Kevin Sanchez let_the_american_empire_burn at hotmail.com
Tue Jul 3 00:58:50 CDT 2007


while i agree "[p]eople need to be honest with themselves about the
limitations of the activity of debate in order to avoid obscuring its
potential benefits," i'll defend three claims which run counter to those
found in philogelos' post (accessible here:
http://www.ndtceda.com/pipermail/edebate/2007-June/071440.html) -- (1) focus
on in-round rhetoric needn't entail 'illusions of grandeur', (2) workable
alternatives to conventional topicality needn't 'wreck the competitive
structure', and (3) debate activism needn't 'do absolutely nothing'.

_

1. philogelos: "Why people think that everyone else needs to hear their
speech act no matter how much it nullifies the thousands of hours of
work...is sheer arrogance (or just an attempt to win rounds by skirting the
normal structures of competitiveness, which is even more pathetic)."

ironically, previous to this sentence s/he explains that 'the peculiar
belief' that 'we only learn and challenge ourselves as people by the content
spoken of in the debate round itself' results from 'the desire to justify
the inifinte hours spent on debate work' - yet how a rhetorical
concentration both 'justifies' and 'nullifies' the intense research burden
required by debate isn't as adequately explained as i'd like. calling
debaters who pursue a strategic option 'even more pathetic' seems to
contradict one of the underlying values attributed to debate, while calling
debaters 'arrogant' seems a paradigm case of the non-unique disad.
neverthless i'll try to demonstrate that concentrating on speech-action is
simply another way winning debates, the diastrous impacts of which seem
bombastically over-blown.

let's start with one of the more typical mistakes committed by those who
oppose kritiks: they assume that those who offer kritiks need to prove they
can solve for the cited harms in the real world. 'fiat is illusory' was the
first principle of kritik in no small part because it pre-empts this
fallacious argument: when a judge votes on plan, nothing more or less
happens to change the actual status quo than if a rejectionist kritik is
voted up. a policymaker knows they're pretending to enact plans, but you
feign ignorance so you can play a game. that's absolutely *not* the kritik's
problem - the problem is that the way policymakers pretend to play the game
considers as all-important the shit shovelled around washington d.c., and
the question we ask is, why can't the shit shovelled around debate be
considered important too? why can't we evaluate a discussion - among
democratic citizens whose voices should matter - on its own terms? and pray
tell, why isn't waving some magic wand over congress and the president not
definitionally an 'illusion of grandeur'?

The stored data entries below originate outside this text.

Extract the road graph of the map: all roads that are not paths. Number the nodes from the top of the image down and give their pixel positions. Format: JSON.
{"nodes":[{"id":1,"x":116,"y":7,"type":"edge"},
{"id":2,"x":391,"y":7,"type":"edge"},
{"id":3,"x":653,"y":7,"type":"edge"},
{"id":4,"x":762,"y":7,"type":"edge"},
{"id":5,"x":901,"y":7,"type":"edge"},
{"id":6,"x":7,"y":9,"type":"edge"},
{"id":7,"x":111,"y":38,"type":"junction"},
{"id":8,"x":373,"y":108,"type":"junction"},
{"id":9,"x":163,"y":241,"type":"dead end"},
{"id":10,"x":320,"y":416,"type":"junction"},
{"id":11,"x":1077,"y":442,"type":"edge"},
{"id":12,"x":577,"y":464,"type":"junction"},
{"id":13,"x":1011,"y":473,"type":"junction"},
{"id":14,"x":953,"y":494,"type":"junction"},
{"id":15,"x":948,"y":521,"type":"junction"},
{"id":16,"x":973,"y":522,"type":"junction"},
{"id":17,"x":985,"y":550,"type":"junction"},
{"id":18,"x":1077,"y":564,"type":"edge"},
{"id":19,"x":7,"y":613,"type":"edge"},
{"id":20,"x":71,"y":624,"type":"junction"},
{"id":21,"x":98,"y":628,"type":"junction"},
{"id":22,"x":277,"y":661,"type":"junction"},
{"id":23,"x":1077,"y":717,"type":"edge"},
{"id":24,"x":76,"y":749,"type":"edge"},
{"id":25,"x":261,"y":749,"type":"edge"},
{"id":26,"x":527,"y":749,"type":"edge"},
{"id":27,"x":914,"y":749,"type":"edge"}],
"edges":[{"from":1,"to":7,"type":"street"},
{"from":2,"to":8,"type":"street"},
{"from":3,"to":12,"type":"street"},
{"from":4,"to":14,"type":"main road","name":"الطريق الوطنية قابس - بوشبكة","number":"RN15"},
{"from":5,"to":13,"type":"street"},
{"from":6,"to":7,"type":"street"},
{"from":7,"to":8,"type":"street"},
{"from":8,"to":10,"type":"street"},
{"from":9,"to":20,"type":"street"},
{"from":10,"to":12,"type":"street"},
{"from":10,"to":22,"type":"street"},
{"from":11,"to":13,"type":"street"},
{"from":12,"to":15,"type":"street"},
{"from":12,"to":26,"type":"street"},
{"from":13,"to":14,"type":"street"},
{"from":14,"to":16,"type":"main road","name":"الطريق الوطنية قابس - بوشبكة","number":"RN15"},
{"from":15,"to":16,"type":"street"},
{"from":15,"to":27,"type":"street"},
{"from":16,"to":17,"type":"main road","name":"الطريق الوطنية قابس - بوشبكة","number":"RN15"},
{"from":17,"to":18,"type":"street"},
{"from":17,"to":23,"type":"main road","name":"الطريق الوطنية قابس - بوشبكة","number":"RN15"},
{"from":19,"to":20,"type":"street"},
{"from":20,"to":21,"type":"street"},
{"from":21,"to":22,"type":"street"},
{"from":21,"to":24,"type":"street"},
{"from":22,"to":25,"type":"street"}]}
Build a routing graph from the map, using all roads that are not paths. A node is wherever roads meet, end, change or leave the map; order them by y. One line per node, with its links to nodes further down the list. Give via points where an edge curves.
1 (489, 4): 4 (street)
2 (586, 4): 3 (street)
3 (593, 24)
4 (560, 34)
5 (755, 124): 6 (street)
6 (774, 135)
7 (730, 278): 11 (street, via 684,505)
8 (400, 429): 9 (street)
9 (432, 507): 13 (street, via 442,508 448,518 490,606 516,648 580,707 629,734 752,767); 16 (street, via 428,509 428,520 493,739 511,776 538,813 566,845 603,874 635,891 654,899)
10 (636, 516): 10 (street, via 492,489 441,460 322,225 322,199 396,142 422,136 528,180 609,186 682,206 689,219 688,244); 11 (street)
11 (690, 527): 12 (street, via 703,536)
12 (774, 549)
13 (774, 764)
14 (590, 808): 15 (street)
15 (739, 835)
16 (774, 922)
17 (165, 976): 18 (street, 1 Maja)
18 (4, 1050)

the mistake here is this notion that those who focus on rhetoric should
engage in any less than the same level of 'make believe' which policymakers
engage in -- maybe some kritikers have played into this misconception (taken
the act a bit too far, etc.), but debate still remains a game. we're still
pretending there are implications to what comes out of the mouths of
debaters: policymakers like to pretend debaters are passing policies through
the u.s. federal government while kritikers like to pretend they're
evaluating rhetoric in a forum meant for policy discussion. you like to
pretend what matters most is whether a particular plan is (theoretically)
signed into law by the judge, and kritikers like to pretend what matters
most is whether particular assumptions (theoretically) leave the room
unchallenged when the judge signs the ballot. it seems obvious there's merit
to both ways of approaching argumentation, yet neither is definitively real
world nor devoid of pretense, so how this spells 'the destruction of debate'
is beyond me.

2. p: "What is stupefying to me...is that no one seems to realize that the
essential and paradoxical motivation behind the obnoxious drive to undermine
the resolution (and the core of debate itself) is a gross overestimation of
the importance of debate."

oddly enough, philogelos seeks to convince us that the resolution relates to
'the core of debate itself' while at the same time 'it doesn't matter what
the hell the resolution is' -- why, one wonders, does the topic committee
invest so much time in determing the topic if a random choice would do just
as well? this points to another tension in the aforementioned post: debate
can help people acquire research- and argument-skills yet it's nothing but
'hyper-complicated sophistry'.

i'll deal with this argument more thoroughly in an upcoming post, but
suffice it say that alternatives to standard interpretations of topicality
have little to do with the overestimation of the debate's importance;
they're simply looking for better ways to ensure a predictable and fair
competitive discussion. perhaps it's foolish to believe that the core of
debate is the debaters themselves, but if participation rates decline to
ziltch, who will appreciate the shining jewels of your debate?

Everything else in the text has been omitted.